When it comes to fast fashion – and we have now reached a point where nearly all fashion is fast, thanks to a shift from seasonal collections to continuous “drops” of new items – the numbers are enough to make your head spin. It’s estimated that H&M produces 25,000 new styles per year, Zara 36,000, and industry leader Shein a mind-bending 1.3 million, adding, according to one investigation, between 2,000 and 10,000 new styles to its website per day. (Just to be clear – this is only the number of designs, not total items.)
The volume of clothing now produced is staggering. Worldwide, around 100 billion garments are made each year. To put that into context, there are only 8 billion people on Earth. In the last 10 to 15 years, the fashion industry and, consequently, our buying habits and relationship to clothes, has gone through rapid transformation, says Tom Crisp, the sustainable fashion MA course leader at Falmouth University.

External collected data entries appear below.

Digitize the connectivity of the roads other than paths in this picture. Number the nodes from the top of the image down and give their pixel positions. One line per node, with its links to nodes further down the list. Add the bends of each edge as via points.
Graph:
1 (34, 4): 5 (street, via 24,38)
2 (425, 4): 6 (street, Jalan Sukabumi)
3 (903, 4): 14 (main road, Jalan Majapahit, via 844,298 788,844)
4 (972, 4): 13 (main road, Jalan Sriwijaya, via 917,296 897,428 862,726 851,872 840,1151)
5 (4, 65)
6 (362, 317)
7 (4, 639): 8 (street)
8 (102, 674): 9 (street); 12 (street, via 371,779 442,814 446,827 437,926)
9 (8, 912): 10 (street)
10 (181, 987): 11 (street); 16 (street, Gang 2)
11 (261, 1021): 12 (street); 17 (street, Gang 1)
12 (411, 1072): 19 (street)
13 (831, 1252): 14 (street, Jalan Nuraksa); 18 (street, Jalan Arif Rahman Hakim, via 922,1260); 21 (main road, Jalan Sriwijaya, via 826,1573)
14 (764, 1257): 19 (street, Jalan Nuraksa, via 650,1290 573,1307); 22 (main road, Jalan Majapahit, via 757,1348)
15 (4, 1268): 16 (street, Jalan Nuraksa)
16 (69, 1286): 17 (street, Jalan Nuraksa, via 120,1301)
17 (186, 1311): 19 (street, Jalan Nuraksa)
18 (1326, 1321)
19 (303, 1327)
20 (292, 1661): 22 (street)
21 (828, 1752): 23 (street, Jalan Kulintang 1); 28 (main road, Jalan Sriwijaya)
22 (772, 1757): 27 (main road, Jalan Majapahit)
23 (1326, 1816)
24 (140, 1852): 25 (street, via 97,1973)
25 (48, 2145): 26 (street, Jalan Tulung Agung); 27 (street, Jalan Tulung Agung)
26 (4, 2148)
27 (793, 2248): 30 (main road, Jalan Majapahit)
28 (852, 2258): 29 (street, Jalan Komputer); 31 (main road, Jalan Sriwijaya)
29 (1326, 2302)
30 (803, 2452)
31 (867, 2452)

“Because brands and global groups are driven by the growth logic of capitalism, they have to continually sell more to ensure that their shareholders get return on their investment,” he says. “This means that the amount of clothing being produced has grown exponentially, and I think we can see that quite openly in the way that Shein and Temu have exploded onto the marketplace.”
This continual growth has sparked an insatiable need for “newness”. Microtrends lasting days, not months, have emerged; clothes have simultaneously become so cheap that consumers no longer buy one item and expect to have it for 10 years but buy five items to dispose of after a couple of wears. The UN Environment Programme estimates that, between the years 2000 and 2014, people started buying 60 per cent more clothes and wearing them for half as long.

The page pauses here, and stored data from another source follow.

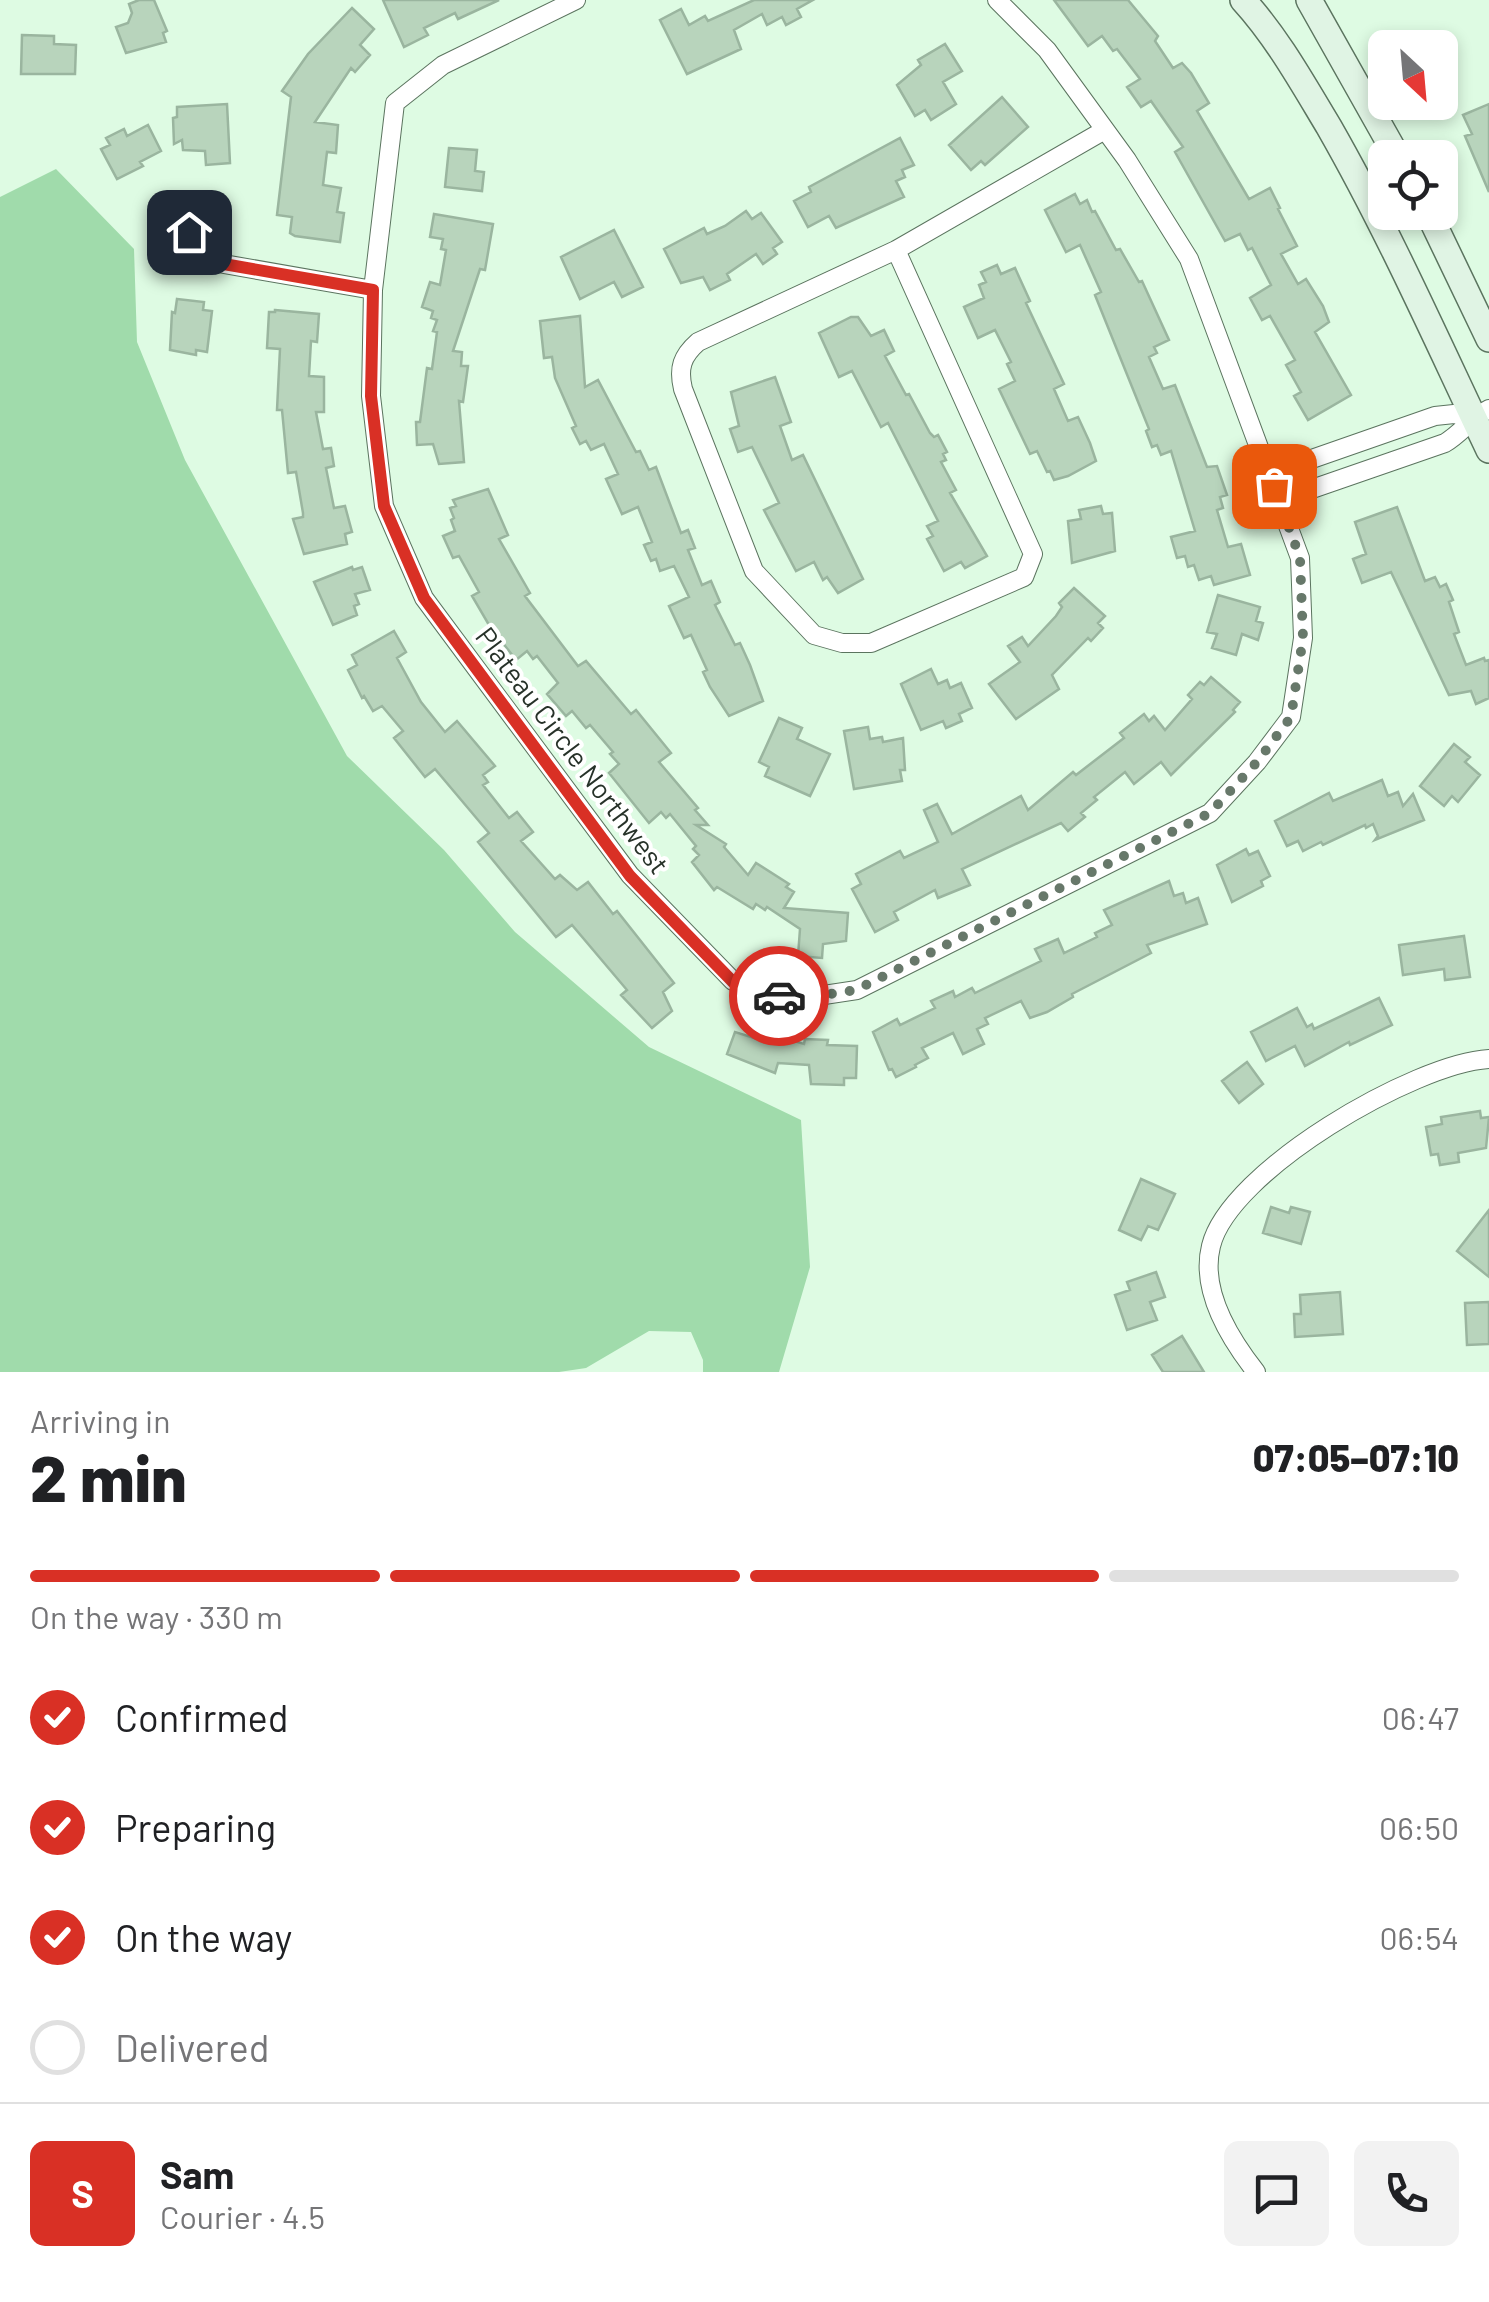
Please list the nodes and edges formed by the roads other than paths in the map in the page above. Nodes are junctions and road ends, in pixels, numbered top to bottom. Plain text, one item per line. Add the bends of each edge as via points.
1 (576, 0) edge
2 (996, 0) edge
3 (1243, 0) edge
4 (1310, 0) edge
5 (1103, 131) junction
6 (1388, 140) edge
7 (1437, 230) edge
8 (189, 232) dead end
9 (896, 250) junction
10 (373, 290) junction
11 (1489, 339) edge
12 (1481, 413) edge
13 (1489, 450) edge
14 (1274, 486) junction
15 (1489, 1059) edge
16 (1256, 1372) edge

1 - 10 street, Plateau Circle Northwest via 442,65 395,103
2 - 5 street, Plateau Circle Northwest via 1046,50
3 - 12 main road via 1358,176
4 - 6 main road
5 - 9 street
5 - 14 street, Plateau Circle Northwest via 1189,259
7 - 11 main road
8 - 10 street via 218,263
9 - 9 street via 698,342 680,368 754,571 814,635 842,642 871,643 1024,577 1033,554
10 - 14 street, Plateau Circle Northwest via 371,396 384,506 424,598 630,876 733,982 791,1000 856,990 1210,813 1291,717 1303,638 1300,558
12 - 13 main road
12 - 14 street via 1435,416 1306,461
12 - 14 street via 1446,443 1312,489
15 - 16 street via 1439,1070 1343,1117 1259,1181 1222,1220 1210,1246 1213,1290 1235,1344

“We’ve got to this point where no one has a real relationship with their clothing anymore,” says Crisp. “It’s just something that we put on and then we can chuck it away without necessarily thinking of where it’s come from and what happens to it when we get rid of it.”
The “where it comes from” part of the equation is often obscured from the consumer. But this is key to understanding how broken the system is, says social entrepreneur Safia Minney, the founder and former global CEO of Fair Trade fashion producer People Tree. “There needs to be a recognition that the current economic system is dysfunctional,” she says. “We’ve got this absolute failure to pay anything close to a liveable wage. We have so many people now who are working in modern slavery conditions.”
The only way, logically, that a T-shirt can cost you £2, is if the garment worker who made it is paid pennies (wages for production will scarcely exceed 3 per cent of the price you pay in the shop). Fashion Revolution’s “Who Made My Clothes” campaign has attempted to shine a light on this, showcasing real-life pattern cutters, seamstresses and quality control workers so that consumers can put a face to the human beings behind their clothes. But even as our awareness around the problematic nature of fast fashion has grown, our buying has sped up.
“The rise in awareness is not shifting behaviours,” Lizzie Rivera, founder of sustainable lifestyle guide Live Frankly, tells me. “And I think the planet has become central to the argument, but people are also still being exploited in supply chains and they remain largely hidden from view.”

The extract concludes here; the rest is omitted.